What is the most surprising thing about this story you’ve found in the course of making the film?
That’s hard to say. I’ve been working on the film for four years. But I think the thing that surprises most people outside of the project is how willing the subjects of the film were to engage in this dark history. I really don’t know in any documentary project how somebody is going to receive an introductory email or phone call saying “hey, I want to talk to you about x y or z.” But this story in particular, you’re asking people to kind of dig in to fifty-year-old, deep, traumatic wounds. And so I was very apprehensive and tried to be sensitive in my approach. But what I discovered overwhelmingly is that the people who were there that day wanted to talk about it. They had a need in some instances to explore something that they hadn’t had a chance or an opportunity to do. There were two or three people who let me know that they did not want to get into it, and of course I honored their wishes and cut off communication. But for the most part, what was most surprising is that the people who lived through this tragic event wanted and in some instances needed to engage with it. And I was thrilled that they were willing to and that we got to.
Lastly, I’m glad you included the scene of Officer Martinez coming and speaking to first responders in Austin today, and you said after the screening how you really wanted to emphasize the victims as well as the first responders in this film, rather than putting the emphasis on the shooter himself. From a personal standpoint, my boss asked us recently—as a staff—to watch a video about active shooters in the workplace. I cried because this is the world that we live in now. When you talk about young people identifying with this film, I think that that’s where they’re coming from as well. This is their world.

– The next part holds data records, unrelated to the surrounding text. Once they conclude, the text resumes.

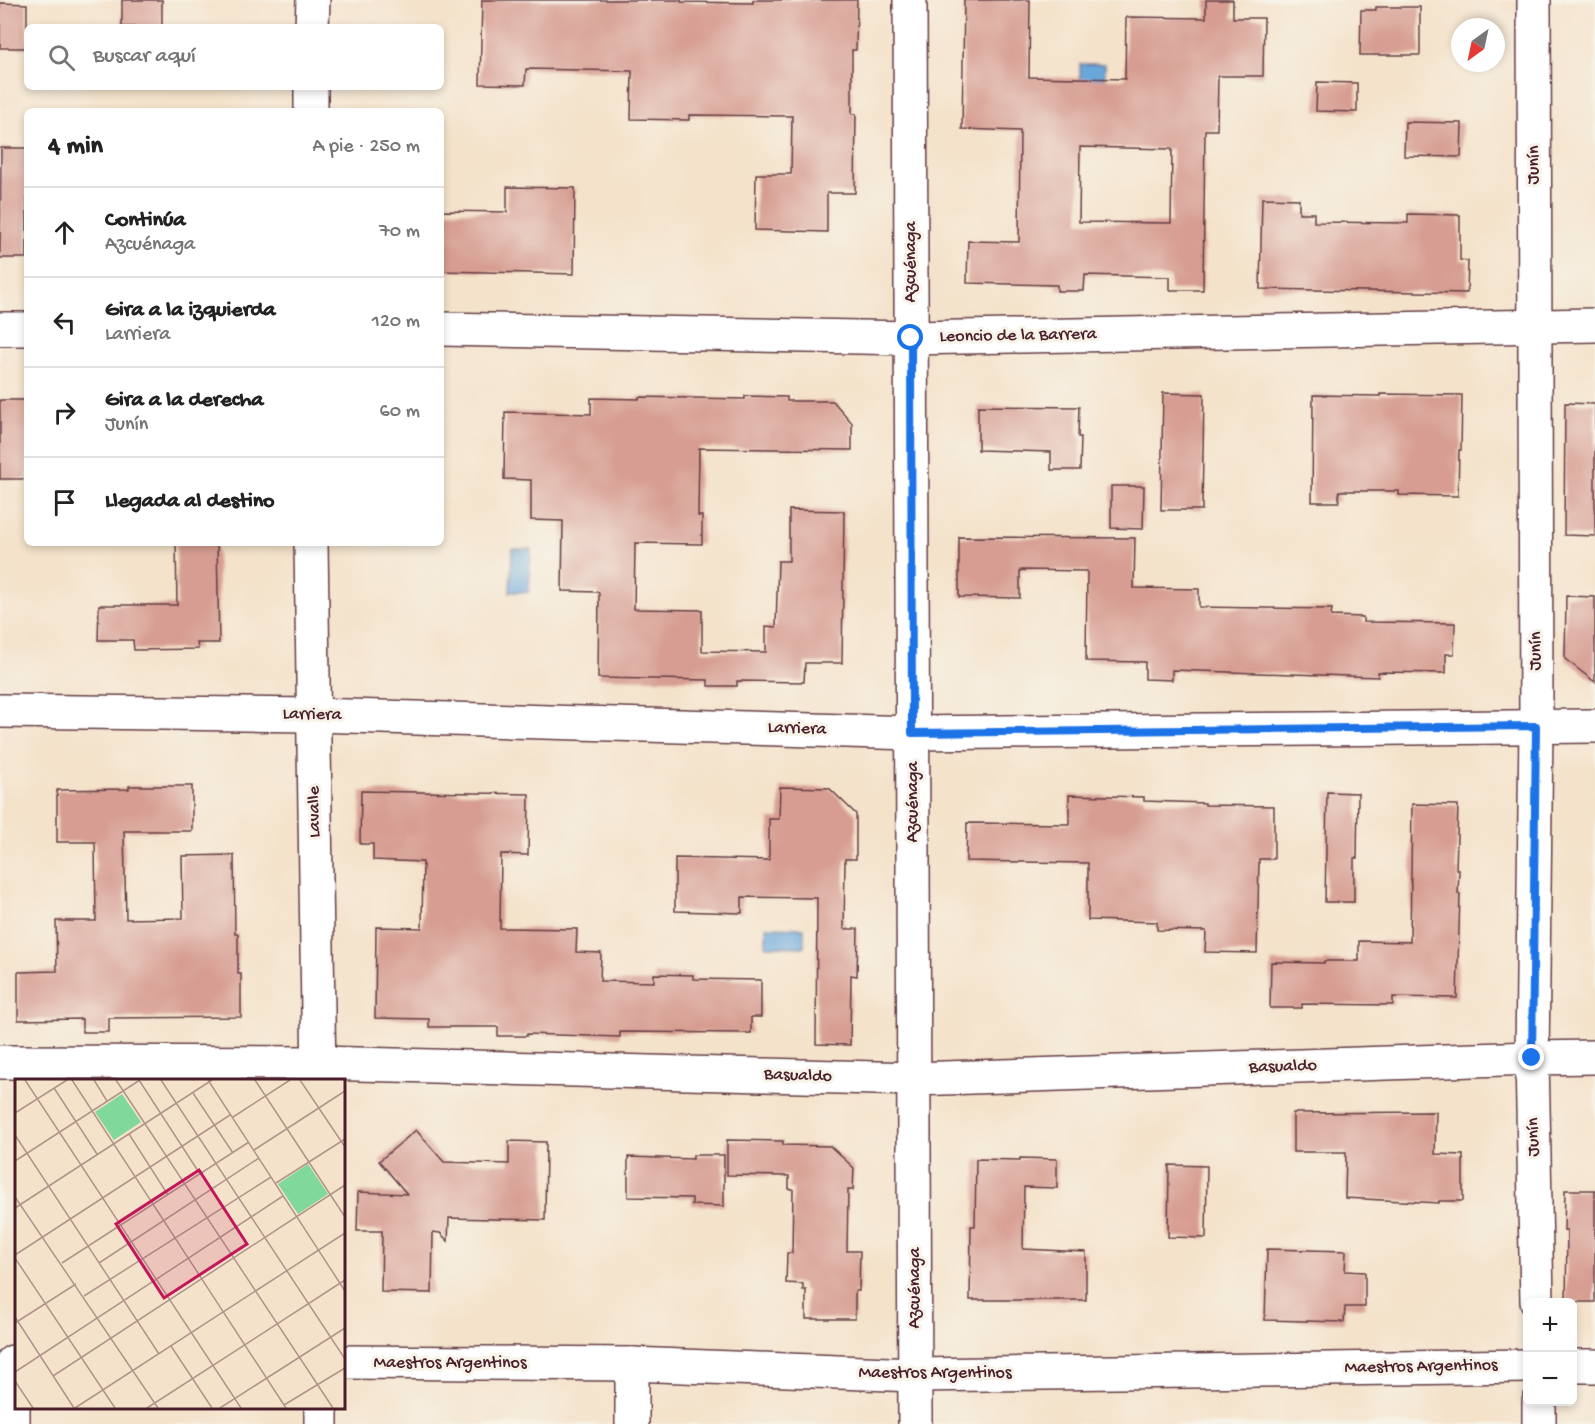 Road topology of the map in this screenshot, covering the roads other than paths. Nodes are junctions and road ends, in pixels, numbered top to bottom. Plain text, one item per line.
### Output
1 (313, 0) edge
2 (910, 0) edge
3 (1534, 0) edge
4 (312, 24) edge
5 (311, 90) edge
6 (311, 108) edge
7 (1535, 325) junction
8 (1595, 325) edge
9 (0, 329) edge
10 (24, 329) edge
11 (444, 329) edge
12 (911, 338) junction
13 (311, 546) edge
14 (0, 711) edge
15 (314, 715) junction
16 (1536, 726) junction
17 (1595, 726) edge
18 (912, 733) junction
19 (1595, 1057) edge
20 (1532, 1058) junction
21 (0, 1062) edge
22 (319, 1072) edge
23 (914, 1079) junction
24 (1538, 1298) edge
25 (10, 1362) edge
26 (345, 1362) edge
27 (632, 1364) junction
28 (1577, 1365) edge
29 (1523, 1366) edge
30 (1595, 1366) edge
31 (915, 1375) junction
32 (1539, 1406) edge
33 (13, 1424) edge
34 (632, 1424) edge
35 (915, 1424) edge
36 (1539, 1424) edge

1 - 4 street
2 - 12 street, Azcuénaga
3 - 7 street, Junín
5 - 6 street
7 - 8 street, Leoncio de la Barrera
7 - 12 street, Leoncio de la Barrera
7 - 16 street, Junín
9 - 10 street
11 - 12 street, Leoncio de la Barrera
12 - 18 street, Azcuénaga
13 - 15 street, Lavalle
14 - 15 street, Larriera
15 - 18 street, Larriera
15 - 22 street, Lavalle
16 - 17 street, Larriera
16 - 18 street, Larriera
16 - 20 street, Junín
18 - 23 street, Azcuénaga
19 - 20 street, Basualdo
20 - 23 street, Basualdo
20 - 24 street, Junín
21 - 22 street, Basualdo
22 - 23 street, Basualdo
23 - 31 street, Azcuénaga
25 - 33 street
26 - 27 street, Maestros Argentinos
27 - 31 street, Maestros Argentinos
27 - 34 street
28 - 30 street
29 - 31 street, Maestros Argentinos
31 - 35 street, Azcuénaga
32 - 36 street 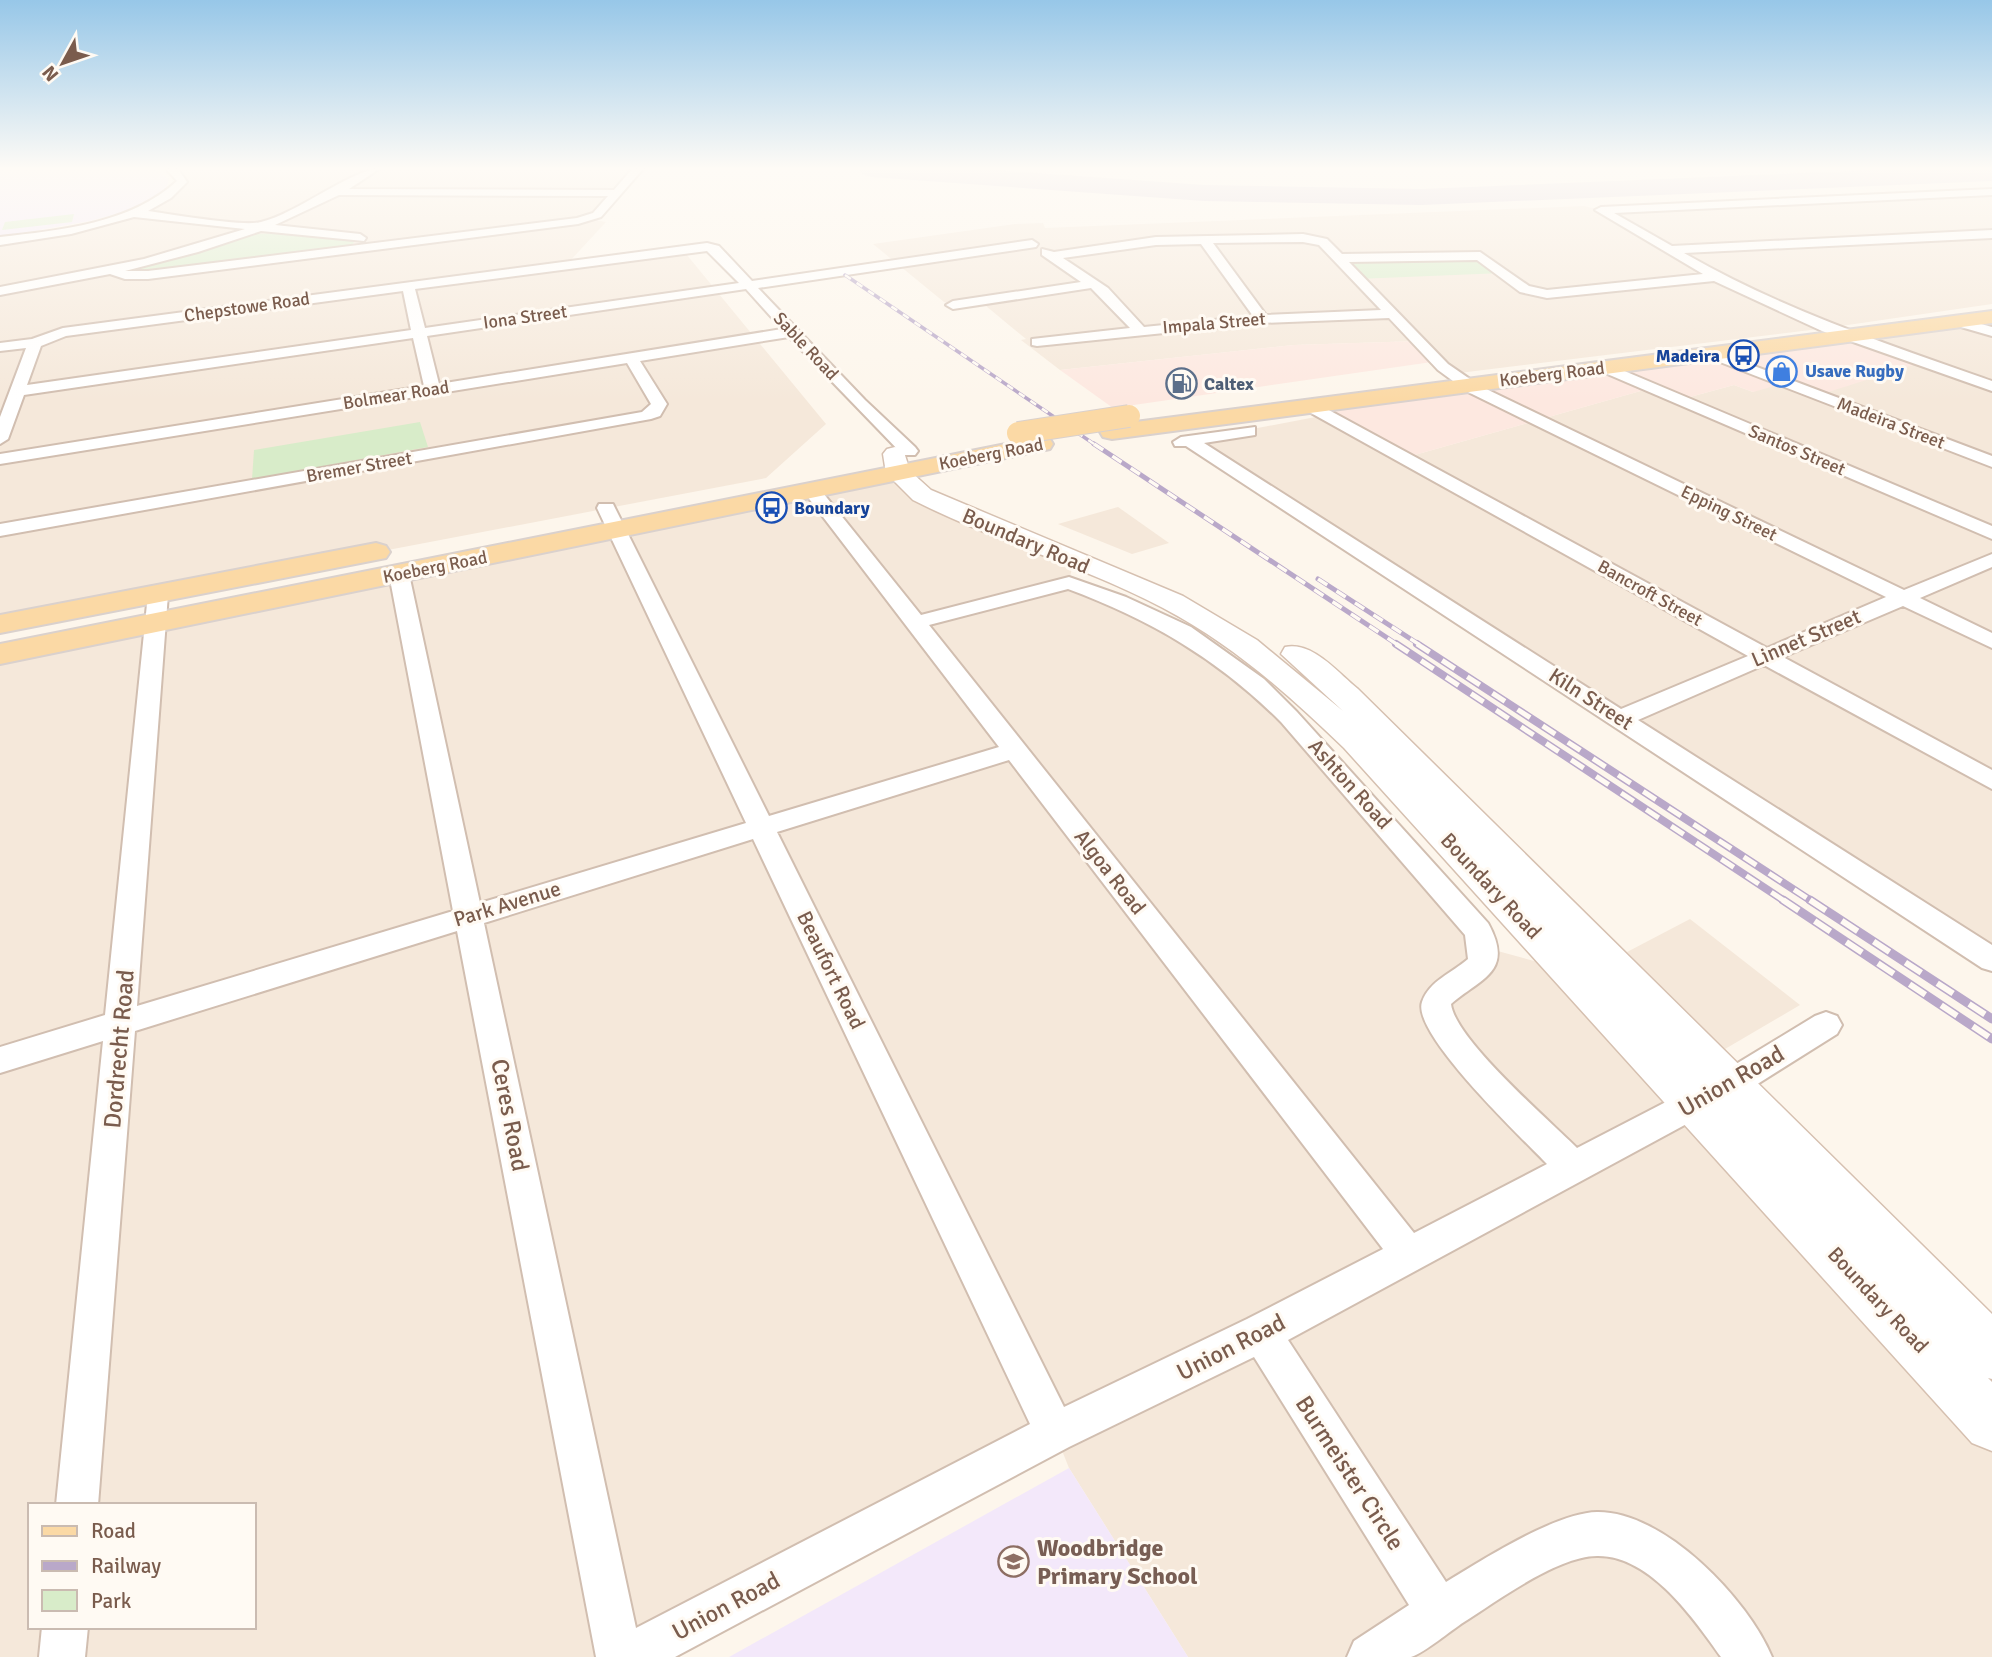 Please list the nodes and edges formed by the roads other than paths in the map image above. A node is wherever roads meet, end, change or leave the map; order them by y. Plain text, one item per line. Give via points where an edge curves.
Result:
1 (194, 246) edge
2 (376, 246) edge
3 (1016, 246) edge
4 (1036, 246) edge
5 (1114, 246) edge
6 (1209, 246) edge
7 (1328, 246) edge
8 (1662, 246) edge
9 (1742, 246) edge
10 (712, 248) joint
11 (1668, 250) junction
12 (307, 255) junction
13 (1052, 256) junction
14 (1339, 258) junction
15 (111, 270) junction
16 (1716, 276) junction
17 (1094, 284) junction
18 (749, 285) junction
19 (408, 286) junction
20 (0, 291) edge
21 (309, 299) junction
22 (1992, 304) edge
23 (953, 305) dead end
24 (1392, 314) junction
25 (1992, 317) edge
26 (1262, 319) junction
27 (1959, 321) junction
28 (1827, 328) junction
29 (1138, 329) junction
30 (792, 332) junction
31 (1992, 332) edge
32 (418, 333) junction
33 (1849, 337) junction
34 (1037, 342) dead end
35 (35, 343) junction
36 (0, 347) edge
37 (1712, 354) junction
38 (631, 358) junction
39 (1603, 367) junction
40 (1458, 379) junction
41 (1992, 386) edge
42 (432, 389) junction
43 (19, 391) junction
44 (1308, 405) junction
45 (4, 412) edge
46 (1138, 422) junction
47 (1249, 431) dead end
48 (0, 439) edge
49 (905, 458) junction
50 (0, 459) edge
51 (1992, 462) edge
52 (813, 492) junction
53 (611, 520) junction
54 (0, 530) edge
55 (1992, 533) edge
56 (1992, 560) edge
57 (399, 574) junction
58 (1902, 597) junction
59 (158, 608) junction
60 (917, 622) junction
61 (0, 624) edge
62 (1992, 641) edge
63 (0, 654) edge
64 (1765, 656) junction
65 (1621, 718) junction
66 (1015, 750) junction
67 (1992, 781) edge
68 (763, 829) junction
69 (469, 915) junction
70 (1992, 960) edge
71 (121, 1023) junction
72 (1826, 1025) dead end
73 (0, 1060) edge
74 (1712, 1094) junction
75 (1571, 1166) junction
76 (1408, 1252) junction
77 (1261, 1333) junction
78 (1992, 1352) edge
79 (1992, 1423) edge
80 (1055, 1433) junction
81 (76, 1503) edge
82 (1439, 1612) junction
83 (65, 1629) edge
84 (62, 1657) edge
85 (619, 1657) edge
86 (628, 1657) edge
87 (1370, 1657) edge
88 (1749, 1657) edge

1 - 15 street
2 - 12 street
3 - 18 street, Iona Street
4 - 13 street
5 - 13 street
6 - 26 street
7 - 14 street, Epping Street
8 - 11 street
9 - 11 street
10 - 18 street, Sable Road
10 - 19 street, Chepstowe Road
11 - 16 street
12 - 15 street via 137,276
12 - 21 street
13 - 17 street
14 - 16 street via 1480,256 1533,295
14 - 24 street, Epping Street
15 - 20 street
16 - 28 street
17 - 23 street
17 - 29 street
18 - 30 street, Sable Road
18 - 32 street, Iona Street
19 - 21 street, Chepstowe Road
19 - 32 street
21 - 35 street, Chepstowe Road via 64,332
22 - 28 main road, Koeberg Road
24 - 26 street, Impala Street
24 - 40 street, Epping Street
25 - 27 main road, Koeberg Road
26 - 29 street, Impala Street
27 - 31 street
27 - 33 main road, Koeberg Road
28 - 33 street
28 - 40 main road, Koeberg Road
29 - 34 street, Impala Street
30 - 38 street, Bolmear Road
30 - 49 street, Sable Road
32 - 42 street
32 - 43 street, Iona Street
33 - 37 main road, Koeberg Road
33 - 41 street
35 - 36 street, Chepstowe Road
35 - 43 street
37 - 39 main road, Koeberg Road
37 - 51 street, Madeira Street
38 - 42 street, Bolmear Road
38 - 54 street, Bremer Street via 659,404 645,416
39 - 40 main road, Koeberg Road
39 - 55 street, Santos Street
40 - 44 main road, Koeberg Road
40 - 46 main road, Koeberg Road
40 - 58 street, Epping Street
42 - 50 street, Bolmear Road
43 - 45 street
44 - 46 main road, Koeberg Road
44 - 64 street, Bancroft Street
45 - 48 street
46 - 49 main road, Koeberg Road via 1041,444
46 - 49 main road, Koeberg Road, bridge via 1018,433
47 - 65 street, Kiln Street via 1180,442
49 - 52 main road, Koeberg Road
49 - 53 main road, Koeberg Road
49 - 74 main road, Boundary Road via 951,492 1210,600 1312,667 1348,696
49 - 74 main road, Boundary Road via 914,490 1188,610 1284,674
52 - 53 main road, Koeberg Road
52 - 60 street, Algoa Road
53 - 57 main road, Koeberg Road
53 - 59 main road, Koeberg Road
53 - 68 street, Beaufort Road
56 - 58 street, Linnet Street
57 - 59 main road, Koeberg Road
57 - 69 street, Ceres Road
58 - 62 street, Epping Street
58 - 64 street, Linnet Street
59 - 61 main road, Koeberg Road
59 - 63 main road, Koeberg Road
59 - 71 street, Dordrecht Road
60 - 66 street, Algoa Road
60 - 75 street, Ashton Road via 1069,583 1166,623 1256,684 1341,773 1478,931 1483,964 1439,993 1435,1006 1441,1027
64 - 65 street, Linnet Street
64 - 67 street, Bancroft Street
65 - 70 street, Kiln Street
66 - 68 street, Park Avenue
66 - 76 street, Algoa Road
68 - 69 street, Park Avenue
68 - 80 street, Beaufort Road
69 - 71 street, Park Avenue
69 - 85 street, Ceres Road
71 - 73 street, Park Avenue
71 - 81 street, Dordrecht Road
72 - 74 street, Union Road
74 - 75 street, Union Road
74 - 78 main road, Boundary Road
74 - 79 main road, Boundary Road
75 - 76 street, Union Road
76 - 77 street, Union Road
77 - 80 street, Union Road
77 - 82 street, Burmeister Circle
80 - 86 street, Union Road
82 - 87 street
82 - 88 street via 1558,1544 1596,1533 1629,1540 1664,1562 1712,1604
83 - 84 street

I agree. We live in a world filled with challenges and obstacles, and this is one that has seemingly become more prevalent. I’m not a big facts and figures guy, so I can’t tell you if there are more school shootings now than there were before, but I can tell you that it feels that way. And I can tell you that there’s a fatigue around it, where when most people see there’s a shooting on the news, they want to flip to another channel. There was a mass shooting in Pittsburghjust three days ago where five people were killed. I’m willing to bet there’s one today somewhere. I don’t understand it. I don’t have the energy or the disposition to explore the phenomenon in its entirety, but I did hope that putting a focus on this event fifty years ago, whose main difference from the Tower shooting to Columbine or Newtown is that we have the benefit of fifty years’ perspective. I was hoping that we could engage in a conversation around this phenomenon, and that somebody smarter than me would maybe come up with some solutions. I don’t have them, but I do appreciate the people that let me into their lives, and have allowed me to have this conversation.